Task directions
All the entries need to be quoted exactly, apart from the pictures, which you should drop.

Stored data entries
------------------------------
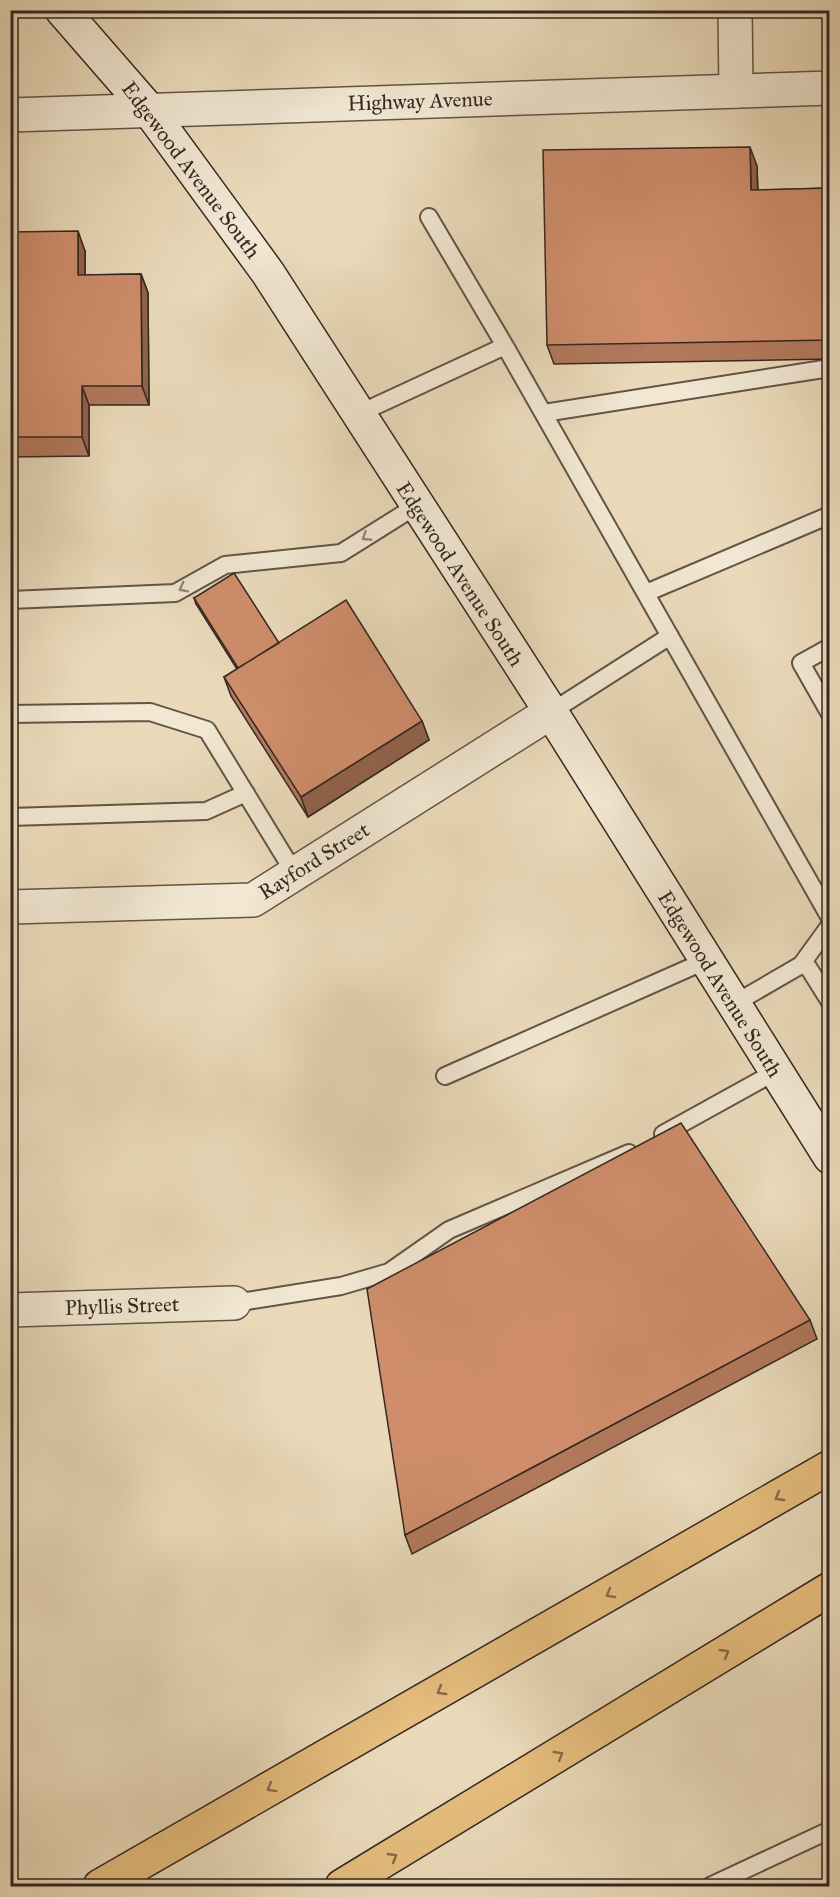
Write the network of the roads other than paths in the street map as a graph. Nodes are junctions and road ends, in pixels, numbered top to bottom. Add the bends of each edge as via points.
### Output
1 (62, 10) edge
2 (735, 10) edge
3 (830, 88) edge
4 (736, 90) junction
5 (149, 110) junction
6 (10, 115) edge
7 (429, 217) dead end
8 (505, 346) junction
9 (830, 368) edge
10 (544, 413) junction
11 (358, 414) junction
12 (416, 506) junction
13 (830, 515) edge
14 (646, 593) junction
15 (10, 600) edge
16 (670, 636) junction
17 (830, 647) edge
18 (550, 712) junction
19 (10, 714) edge
20 (830, 714) edge
21 (246, 793) junction
22 (10, 817) edge
23 (295, 874) junction
24 (10, 907) edge
25 (830, 918) edge
26 (830, 925) edge
27 (705, 961) junction
28 (801, 965) junction
29 (830, 1002) edge
30 (732, 1005) junction
31 (775, 1072) junction
32 (445, 1076) dead end
33 (830, 1157) edge
34 (234, 1303) joint
35 (10, 1310) edge
36 (830, 1467) edge
37 (830, 1589) edge
38 (830, 1830) edge
39 (99, 1887) edge
40 (342, 1887) edge
41 (710, 1887) edge

1 - 5 street, Edgewood Avenue South
2 - 4 street
3 - 4 street, Highway Avenue
4 - 5 street, Highway Avenue
5 - 6 street, Highway Avenue
5 - 11 street, Edgewood Avenue South via 268,273
7 - 8 lane
8 - 10 lane
8 - 11 lane
9 - 10 lane
10 - 14 lane
11 - 12 street, Edgewood Avenue South
12 -> 15 lane via 341,553 225,565 175,593
12 - 18 street, Edgewood Avenue South
13 - 14 lane
14 - 16 lane
16 - 18 lane
16 - 25 lane
17 - 20 lane via 801,663
18 - 23 street, Rayford Street
18 - 27 street, Edgewood Avenue South
19 - 21 lane via 150,712 207,730
21 - 22 lane via 206,811
21 - 23 lane
23 - 24 street, Rayford Street via 253,900
26 - 28 lane
27 - 30 street, Edgewood Avenue South
27 - 32 lane
28 - 29 lane via 808,967
28 - 30 lane
30 - 31 street, Edgewood Avenue South
31 - 33 street, Edgewood Avenue South
31 - 34 lane via 646,1143 449,1230 389,1272 341,1286
34 - 35 street, Phyllis Street
36 -> 39 highway
40 -> 37 highway
38 - 41 lane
------------------------------
Solution for this problem
Write the network of the roads other than paths in the street map as a graph. Nodes are junctions and road ends, in pixels, numbered top to bottom. Add the bends of each edge as via points.
### Output
1 (62, 10) edge
2 (735, 10) edge
3 (830, 88) edge
4 (736, 90) junction
5 (149, 110) junction
6 (10, 115) edge
7 (429, 217) dead end
8 (505, 346) junction
9 (830, 368) edge
10 (544, 413) junction
11 (358, 414) junction
12 (416, 506) junction
13 (830, 515) edge
14 (646, 593) junction
15 (10, 600) edge
16 (670, 636) junction
17 (830, 647) edge
18 (550, 712) junction
19 (10, 714) edge
20 (830, 714) edge
21 (246, 793) junction
22 (10, 817) edge
23 (295, 874) junction
24 (10, 907) edge
25 (830, 918) edge
26 (830, 925) edge
27 (705, 961) junction
28 (801, 965) junction
29 (830, 1002) edge
30 (732, 1005) junction
31 (775, 1072) junction
32 (445, 1076) dead end
33 (830, 1157) edge
34 (234, 1303) joint
35 (10, 1310) edge
36 (830, 1467) edge
37 (830, 1589) edge
38 (830, 1830) edge
39 (99, 1887) edge
40 (342, 1887) edge
41 (710, 1887) edge

1 - 5 street, Edgewood Avenue South
2 - 4 street
3 - 4 street, Highway Avenue
4 - 5 street, Highway Avenue
5 - 6 street, Highway Avenue
5 - 11 street, Edgewood Avenue South via 268,273
7 - 8 lane
8 - 10 lane
8 - 11 lane
9 - 10 lane
10 - 14 lane
11 - 12 street, Edgewood Avenue South
12 -> 15 lane via 341,553 225,565 175,593
12 - 18 street, Edgewood Avenue South
13 - 14 lane
14 - 16 lane
16 - 18 lane
16 - 25 lane
17 - 20 lane via 801,663
18 - 23 street, Rayford Street
18 - 27 street, Edgewood Avenue South
19 - 21 lane via 150,712 207,730
21 - 22 lane via 206,811
21 - 23 lane
23 - 24 street, Rayford Street via 253,900
26 - 28 lane
27 - 30 street, Edgewood Avenue South
27 - 32 lane
28 - 29 lane via 808,967
28 - 30 lane
30 - 31 street, Edgewood Avenue South
31 - 33 street, Edgewood Avenue South
31 - 34 lane via 646,1143 449,1230 389,1272 341,1286
34 - 35 street, Phyllis Street
36 -> 39 highway
40 -> 37 highway
38 - 41 lane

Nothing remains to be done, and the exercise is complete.